West and Hardy (2006) describe the gateway theory as “a user of one drug, usually a drug with less addictive qualities, causes and individual to be more susceptible to using another, stronger, and potentially more addictive or harmful drug” (p.64). This theory is very pertinent to the mental health services in Ireland as there are numerous clinical examples of a client escalating their substance misuse from less dangerous substances to more dangerous forms of misuse. There are a number of pathways that an addict can follow with reference to this theory. Firstly, the initial drug could just give a “taste” of the reward that could be gained from using a stronger drug. Secondly, the addict might find themselves in influencing social circles that could lead to the use of stronger substances. Finally, the addict develops tolerance to the original drug and needs to use a more potent substance to achieve the same reward, which in turn has more negative consequences associated with it. It could be argued that the gateway theory could span the biopsychosocial model, but what is important to note is that whichever of the above pathways an addict follows that the thought process in deciding which pathway has its basis in psychology (Karazsia et al. 2012). This theory could be linked to the disease model of addiction in the sense that if the reward pathway discussed earlier is not satisfied then the altered thought processes of an addict can lead to irrational decisions which can lead an addict to try higher potency drugs. Another factor that can influence the thought process could be that of the environment that the person is in and the peer group they are associated with. Peer pressure has been identified as an important factor to be considered in an addict’s decision making and thought processes, when combined with the gateway theory it can be seen how an addict could potentially move to higher potency drugs like BZDs that have a lot more serious implications than so called “softer” drugs (Saddichha et al. 2007, Van Hout 2010).

Sociological – Skog’s Choice Theory

West and Hardy (2006) define Skog’s choice theory as “a theory that states that addiction can be regarded as a manifestation of conflicted choices that change as a function of the addict’s current preferences” (p.52). What has to be done with reference to this theory is to examine the factors that influence an addict’s choice. The societal influences and the environment that an addict finds themselves in cannot be ignored. Hansen et al. (2008) in their qualitative study surmised that addiction has massive implications on the family and society as a whole. Another societal issue that can influence an addict in their behaviour is stigma and being part of a marginalised group. In their study of 2932 people diagnosed with AIDS Roux et al. (2011) found that a higher proportion of the people who had disclosed their diagnosis to their family were more inclined to misuse BZDs as a result of the stigmatisation they felt. It was also reported in an alternate study that people with addiction are viewed by society as a marginalised group that are considered deviant (Corrigan et al. 2009).

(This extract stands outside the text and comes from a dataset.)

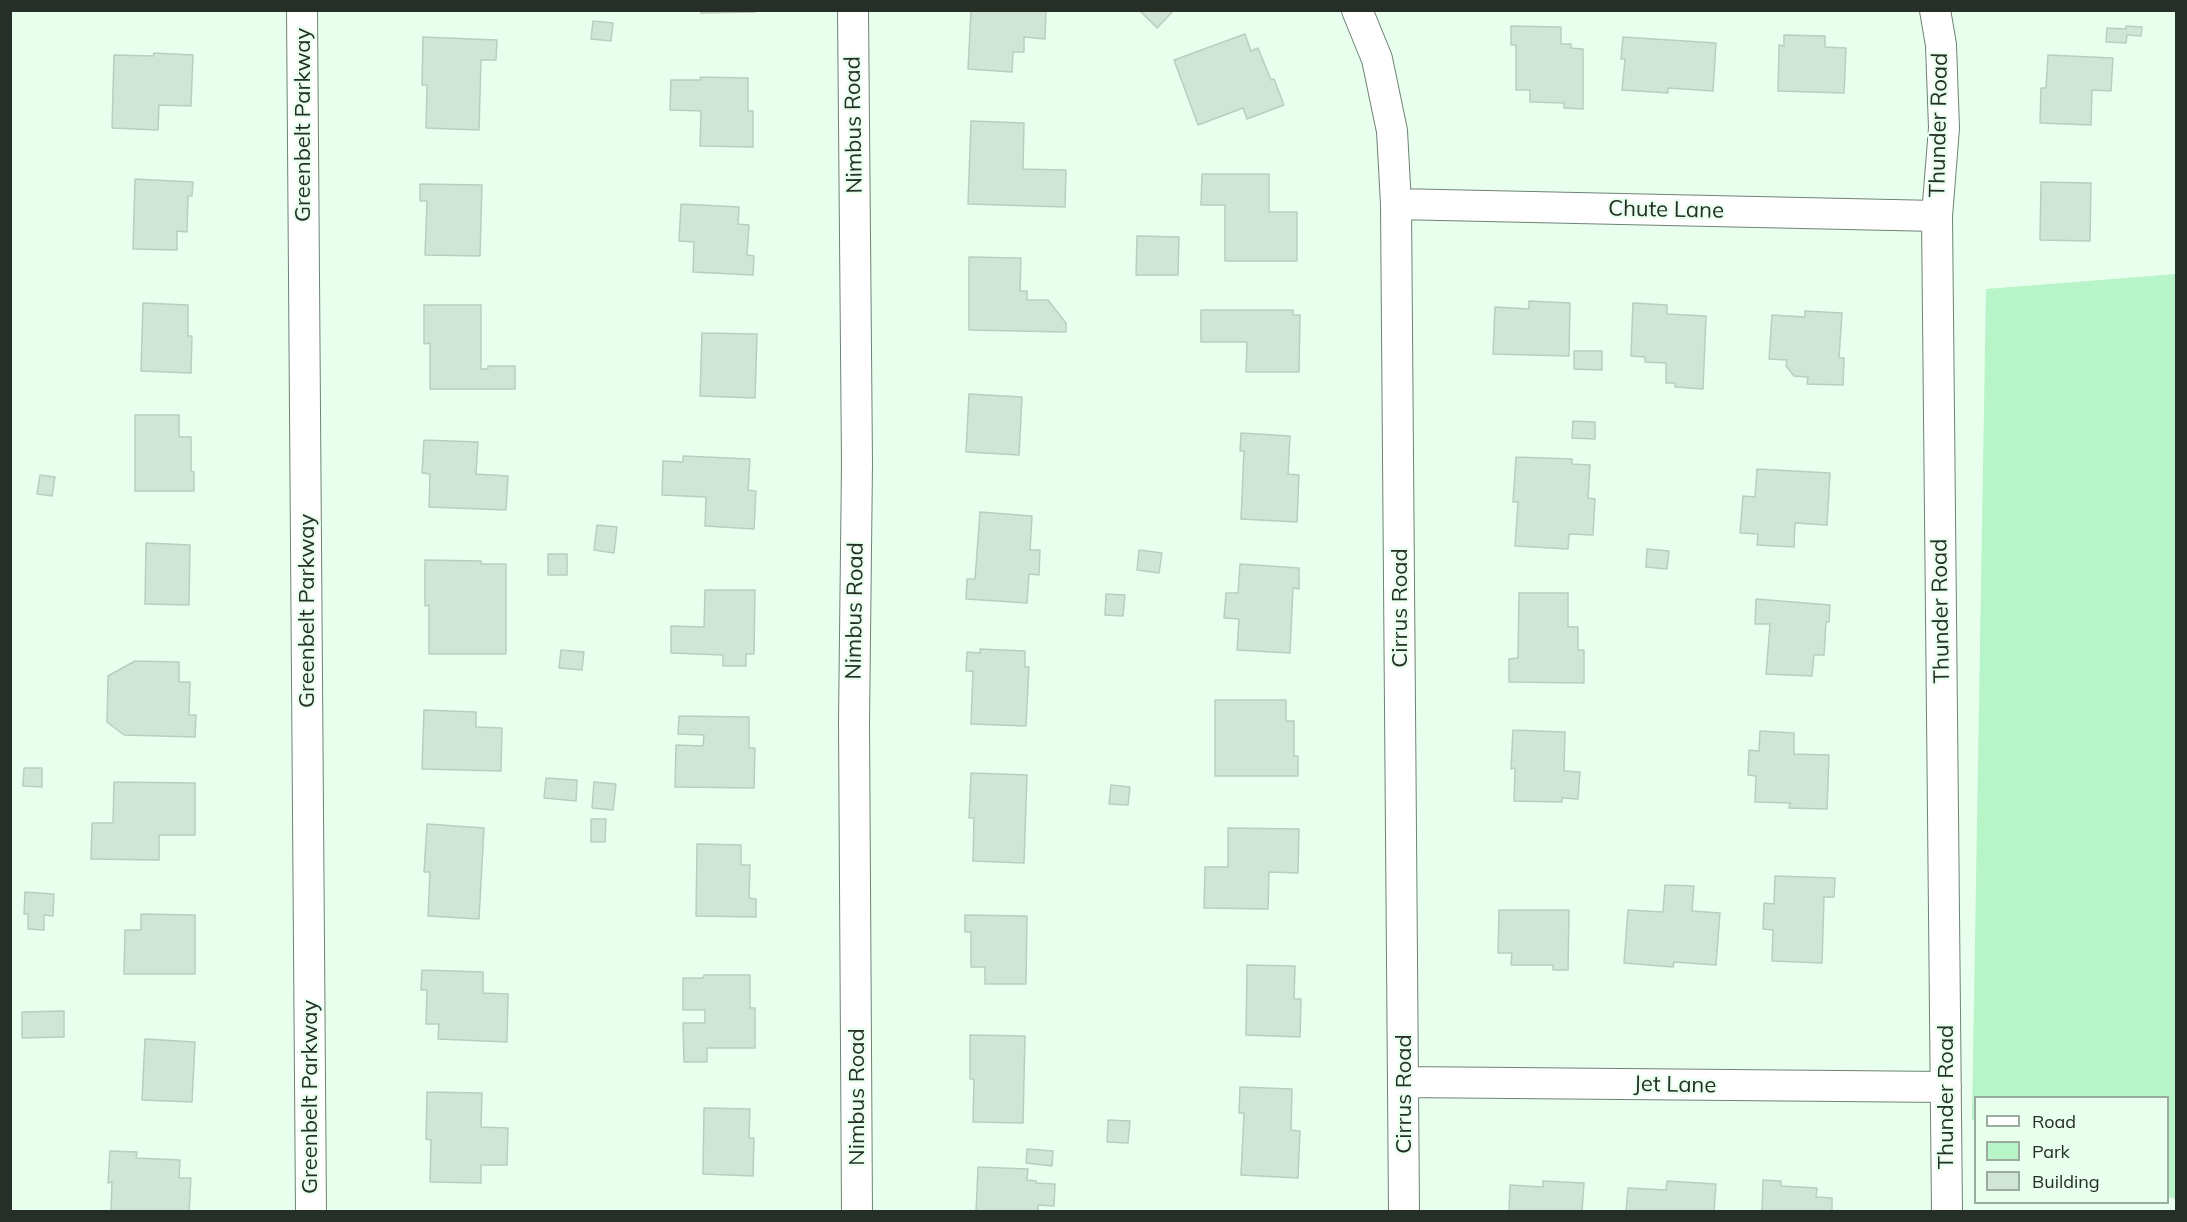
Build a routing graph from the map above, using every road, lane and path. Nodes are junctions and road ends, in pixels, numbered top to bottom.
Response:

As a result of this stigma and being part of a marginalised group it could be argued that this feeds into a person’s addiction as they feel ostracised from society and could influence an addict’s life choices from negative point of view. Another societal factor that must be taken into consideration is that of economic status. In Ireland of today there are more people struggling to meet their financial obligations and this in turn leads to stress, worry and diminished coping mechanisms to deal with these pressures. These financial stressors are also bringing people into lower socio-economic groups. Stress and worry about life’s stressors has been discovered to be one of the main factors why people turn to substance misuse, which can lead to addiction and has implications in relapse of recovering addicts (Clay et al.2008, Steinberg et al. 2011). It is important to note that drug addiction is not restricted to lower socio-economic groups. Garcia et al (2012) conducted a report on addiction on medical professionals, while they found that anaesthetists were more prone to addiction, they found that there are high levels of addiction that can be attributed to stress across the medical fraternity.